On of my interests is plant security. Some of the facilities I visit require multiple stops, gates, guards, and ID checks, while others just point you to the visitor parking in front of the admin building. The newer gas-fired plants seem to have a good handle on security, and virtually all are well fenced and gated—a side benefit of having a rather small footprint. Many of the older coal-fired plants don’t have a clue about security and will soon pay the price for lax measures.

My interest isn’t just academic. It’s born from a bad experience years ago while serving as the project manager of a start-up wood-burning fluidized bed combustion plant.

It seems the rappers on the electrostatic precipitator were keeping a local farmer’s wife awake at night, three miles from the plant. She nagged her husband about the noise until one evening he decided to pay us a visit. Imagine our surprise when our neighbor barged into the plant control room around midnight sporting a shotgun and “politely” suggesting that we “Quiet this plant down!” Cooler heads prevailed, and the rappers were rapidly silenced the next week with acoustic boxes. New fencing around the plant was also quickly installed, and armed guards patrolled around the clock.

Facilities that don’t exercise even a modicum of security these days are asking for trouble. My experience was embarrassing, but yours could more than likely be a career-ending PR disaster.

Luck won’t last

The recent Greenpeace “invasion” of the Delta Electricity’s coal-fired Munmorah station in New South Wales, Australia, serves as an interesting example of what can happen if you haven’t taken appropriate security precautions at your plant (Figure 1).

1.    Delta Electricity’s Munmorah Power Plant on the New South Wales central coast. Courtesy: Delta Electricity

Munmorah was built as a mine-mouth plant 30 years ago, with conveyors delivering fuel from two adjacent underground mines. Only the two newest units continue to operate; each is rated at 300 MW. Coal is delivered from the mine to either the station bunkers or the coal storage area.

Early one morning in late November, 15 Greenpeace protesters slipped into the plant unannounced. Some protesters climbed on the roof of a building and used black paint to write “coal kills” slogans and hung a banner that read, “Climate change starts here.” Others took a more risky tactic by chaining themselves to conveyor belts that feed coal to the bunkers.

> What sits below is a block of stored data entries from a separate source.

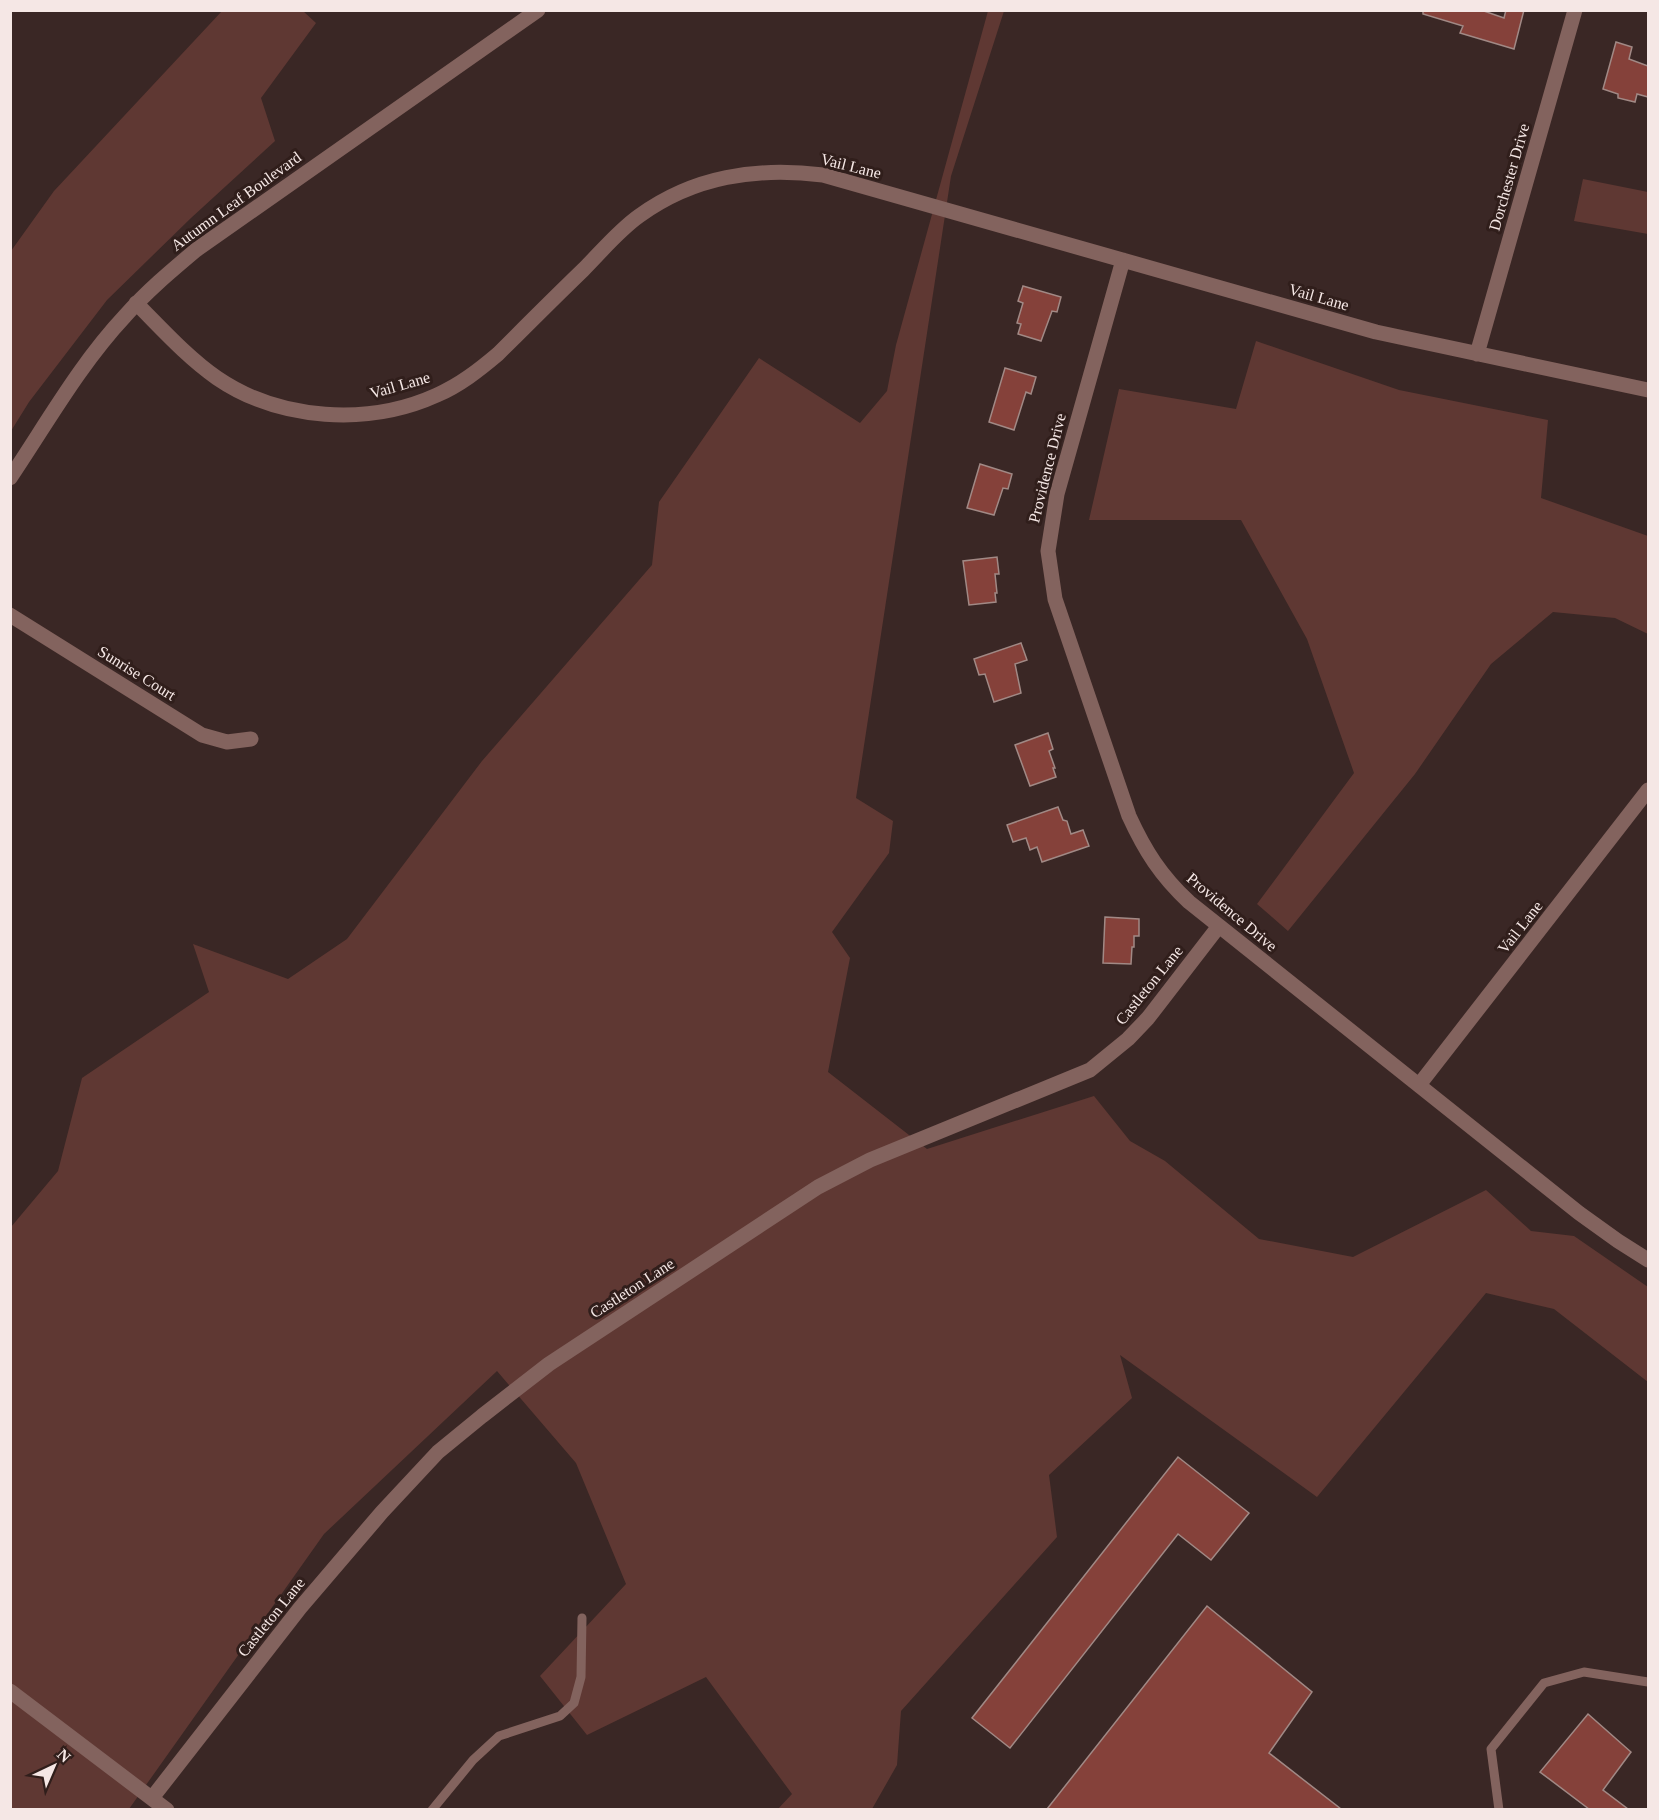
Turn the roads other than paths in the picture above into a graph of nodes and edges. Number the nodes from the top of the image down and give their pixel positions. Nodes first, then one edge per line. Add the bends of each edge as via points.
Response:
1 (538, 10) edge
2 (1575, 10) edge
3 (1122, 261) junction
4 (136, 303) junction
5 (1477, 354) junction
6 (1648, 390) edge
7 (10, 478) edge
8 (10, 615) edge
9 (251, 739) dead end
10 (1648, 790) edge
11 (1219, 926) junction
12 (1419, 1085) junction
13 (1648, 1260) edge
14 (582, 1618) dead end
15 (1648, 1682) edge
16 (10, 1691) edge
17 (152, 1798) junction
18 (167, 1809) edge
19 (432, 1809) edge
20 (1499, 1809) edge

1 - 4 street, Autumn Leaf Boulevard via 196,250
2 - 5 street, Dorchester Drive
3 - 4 street, Vail Lane via 822,175 778,171 734,175 693,186 638,217 498,354 458,384 415,404 353,415 283,407 239,390 202,366
3 - 5 street, Vail Lane via 1376,332
3 - 11 street, Providence Drive via 1057,494 1048,551 1050,572 1055,599 1144,849 1173,887
4 - 7 street, Autumn Leaf Boulevard via 81,371
5 - 6 street, Vail Lane
8 - 9 street, Sunrise Court via 202,735 227,742
10 - 12 street, Vail Lane
11 - 12 street, Providence Drive
11 - 17 street, Castleton Lane via 1148,1018 1090,1070 870,1160 818,1187 549,1364 438,1452 300,1608
12 - 13 street, Providence Drive via 1580,1213
14 - 19 lane via 581,1677 574,1703 560,1716 499,1736
15 - 20 lane via 1584,1672 1544,1683 1491,1749
16 - 17 street
17 - 18 street

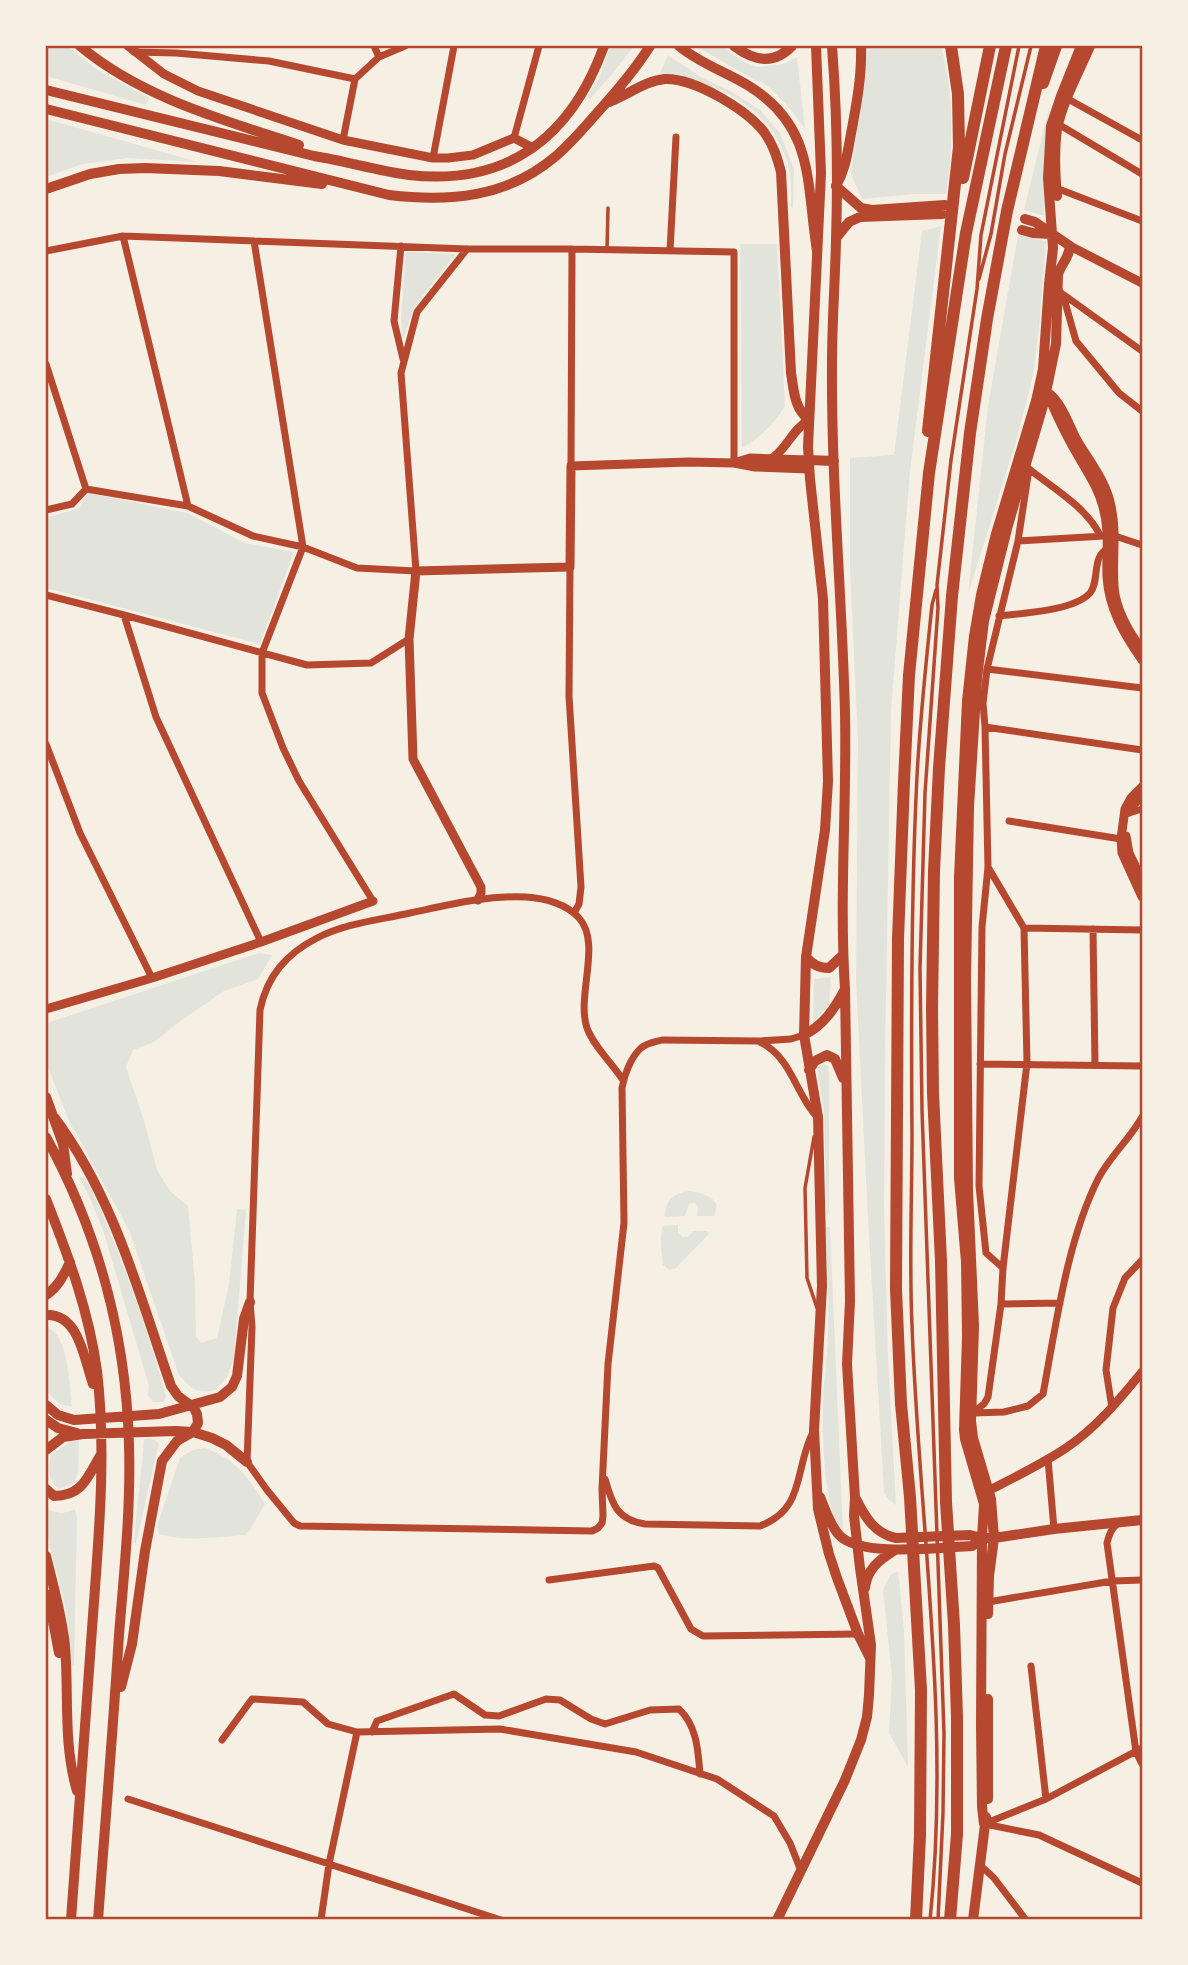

Workers at the plant were evacuated for their safety (probably more for the safety of the protesters), but operations were not disturbed by the dawn protest, said a spokeswoman for Delta Energy.

2.    A Greenpeace activist pushes a button to stop the conveyor belt. Full fuel bunkers kept the plant running. Courtesy: Greenpeace

It seems the protesters wanted to shut down the plant by securing the main fuel conveyors, which they did (Figure 2). Luck was with the plant, because the protesters didn’t understand that the fuel bunkers also hold a day’s worth of fuel. I doubt they will make the same mistake twice.